Segment Start: MATERIAL FOR THIS EXERCISE

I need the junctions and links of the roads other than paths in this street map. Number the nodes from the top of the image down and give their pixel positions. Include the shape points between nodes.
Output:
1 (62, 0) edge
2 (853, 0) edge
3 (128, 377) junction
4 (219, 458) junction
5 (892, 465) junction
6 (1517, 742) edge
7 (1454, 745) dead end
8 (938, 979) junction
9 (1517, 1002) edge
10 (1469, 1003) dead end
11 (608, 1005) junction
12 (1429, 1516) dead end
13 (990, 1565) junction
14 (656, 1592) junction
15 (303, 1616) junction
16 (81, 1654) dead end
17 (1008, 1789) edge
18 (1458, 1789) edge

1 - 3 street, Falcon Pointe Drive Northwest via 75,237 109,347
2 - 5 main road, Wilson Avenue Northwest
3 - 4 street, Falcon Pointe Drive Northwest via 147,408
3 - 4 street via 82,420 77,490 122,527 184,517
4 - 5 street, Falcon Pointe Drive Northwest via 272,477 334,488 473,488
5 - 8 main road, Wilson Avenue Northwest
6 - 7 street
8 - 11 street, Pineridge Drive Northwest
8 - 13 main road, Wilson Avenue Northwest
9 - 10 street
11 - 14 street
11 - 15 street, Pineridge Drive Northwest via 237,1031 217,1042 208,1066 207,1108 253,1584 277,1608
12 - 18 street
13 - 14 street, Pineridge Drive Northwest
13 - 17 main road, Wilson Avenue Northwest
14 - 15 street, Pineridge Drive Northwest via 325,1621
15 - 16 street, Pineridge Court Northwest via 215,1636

Segment End: MATERIAL FOR THIS EXERCISE

**PROBLEM TO SOLVE:** Whatever lines appear above, reproduce every one of them exactly.

**TASK RESPONSE:**
I need the junctions and links of the roads other than paths in this street map. Number the nodes from the top of the image down and give their pixel positions. Include the shape points between nodes.
Output:
1 (62, 0) edge
2 (853, 0) edge
3 (128, 377) junction
4 (219, 458) junction
5 (892, 465) junction
6 (1517, 742) edge
7 (1454, 745) dead end
8 (938, 979) junction
9 (1517, 1002) edge
10 (1469, 1003) dead end
11 (608, 1005) junction
12 (1429, 1516) dead end
13 (990, 1565) junction
14 (656, 1592) junction
15 (303, 1616) junction
16 (81, 1654) dead end
17 (1008, 1789) edge
18 (1458, 1789) edge

1 - 3 street, Falcon Pointe Drive Northwest via 75,237 109,347
2 - 5 main road, Wilson Avenue Northwest
3 - 4 street, Falcon Pointe Drive Northwest via 147,408
3 - 4 street via 82,420 77,490 122,527 184,517
4 - 5 street, Falcon Pointe Drive Northwest via 272,477 334,488 473,488
5 - 8 main road, Wilson Avenue Northwest
6 - 7 street
8 - 11 street, Pineridge Drive Northwest
8 - 13 main road, Wilson Avenue Northwest
9 - 10 street
11 - 14 street
11 - 15 street, Pineridge Drive Northwest via 237,1031 217,1042 208,1066 207,1108 253,1584 277,1608
12 - 18 street
13 - 14 street, Pineridge Drive Northwest
13 - 17 main road, Wilson Avenue Northwest
14 - 15 street, Pineridge Drive Northwest via 325,1621
15 - 16 street, Pineridge Court Northwest via 215,1636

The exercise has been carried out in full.